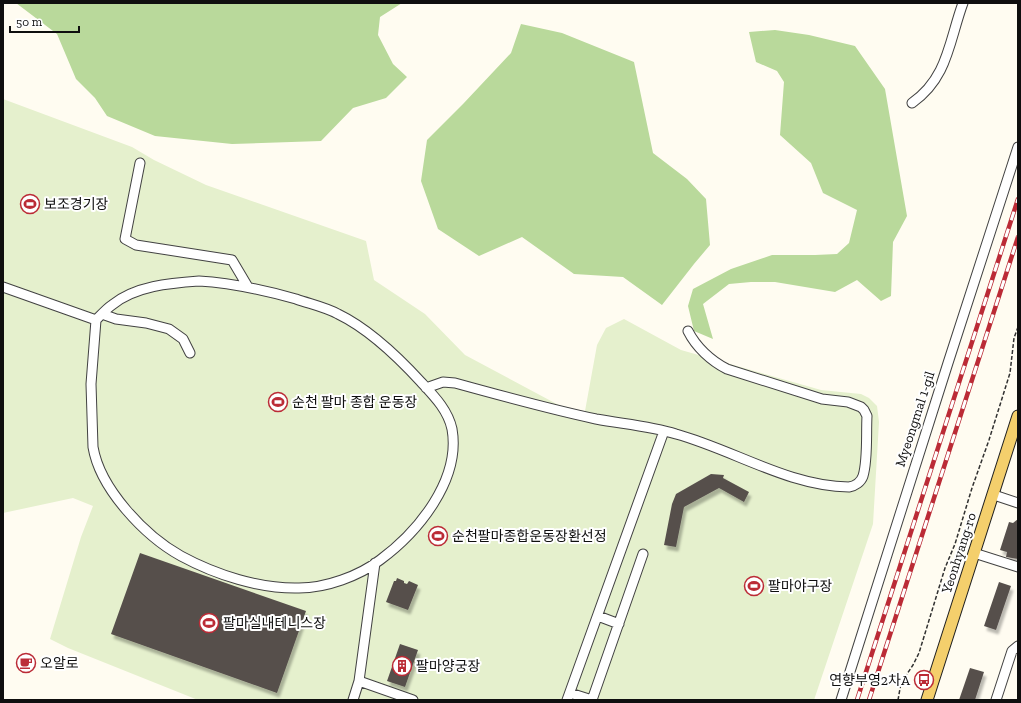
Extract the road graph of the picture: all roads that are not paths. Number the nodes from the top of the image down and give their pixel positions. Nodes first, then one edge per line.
1 (963, 3) edge
2 (912, 103) dead end
3 (1018, 147) edge
4 (140, 163) dead end
5 (3, 287) edge
6 (248, 288) junction
7 (99, 317) junction
8 (688, 331) dead end
9 (190, 353) dead end
10 (426, 388) junction
11 (1018, 416) edge
12 (664, 431) junction
13 (994, 495) junction
14 (1018, 503) edge
15 (974, 553) junction
16 (643, 554) dead end
17 (375, 563) junction
18 (1018, 567) edge
19 (598, 616) junction
20 (619, 624) junction
21 (1018, 646) edge
22 (359, 681) junction
23 (569, 696) edge
24 (353, 700) edge
25 (413, 700) edge
26 (592, 700) edge
27 (841, 700) edge
28 (927, 700) edge
29 (996, 700) edge

1 - 2 street
3 - 27 street, Myeongmal 1-gil
4 - 6 street
5 - 7 street
6 - 7 street
6 - 10 street
7 - 9 street
7 - 17 street
8 - 12 street
10 - 12 street
10 - 17 street
11 - 13 main road, Yeonhyang-ro
12 - 19 street
13 - 14 street
13 - 15 main road, Yeonhyang-ro
15 - 18 street
15 - 28 main road, Yeonhyang-ro
16 - 20 street
17 - 22 street
19 - 20 street
19 - 23 street
20 - 26 street
21 - 29 street
22 - 24 street
22 - 25 street
23 - 26 street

• [What the task requires] A faithful copy of the entries above is needed, one that contains no images.

• [Task response]
Extract the road graph of the picture: all roads that are not paths. Number the nodes from the top of the image down and give their pixel positions. Nodes first, then one edge per line.
1 (963, 3) edge
2 (912, 103) dead end
3 (1018, 147) edge
4 (140, 163) dead end
5 (3, 287) edge
6 (248, 288) junction
7 (99, 317) junction
8 (688, 331) dead end
9 (190, 353) dead end
10 (426, 388) junction
11 (1018, 416) edge
12 (664, 431) junction
13 (994, 495) junction
14 (1018, 503) edge
15 (974, 553) junction
16 (643, 554) dead end
17 (375, 563) junction
18 (1018, 567) edge
19 (598, 616) junction
20 (619, 624) junction
21 (1018, 646) edge
22 (359, 681) junction
23 (569, 696) edge
24 (353, 700) edge
25 (413, 700) edge
26 (592, 700) edge
27 (841, 700) edge
28 (927, 700) edge
29 (996, 700) edge

1 - 2 street
3 - 27 street, Myeongmal 1-gil
4 - 6 street
5 - 7 street
6 - 7 street
6 - 10 street
7 - 9 street
7 - 17 street
8 - 12 street
10 - 12 street
10 - 17 street
11 - 13 main road, Yeonhyang-ro
12 - 19 street
13 - 14 street
13 - 15 main road, Yeonhyang-ro
15 - 18 street
15 - 28 main road, Yeonhyang-ro
16 - 20 street
17 - 22 street
19 - 20 street
19 - 23 street
20 - 26 street
21 - 29 street
22 - 24 street
22 - 25 street
23 - 26 street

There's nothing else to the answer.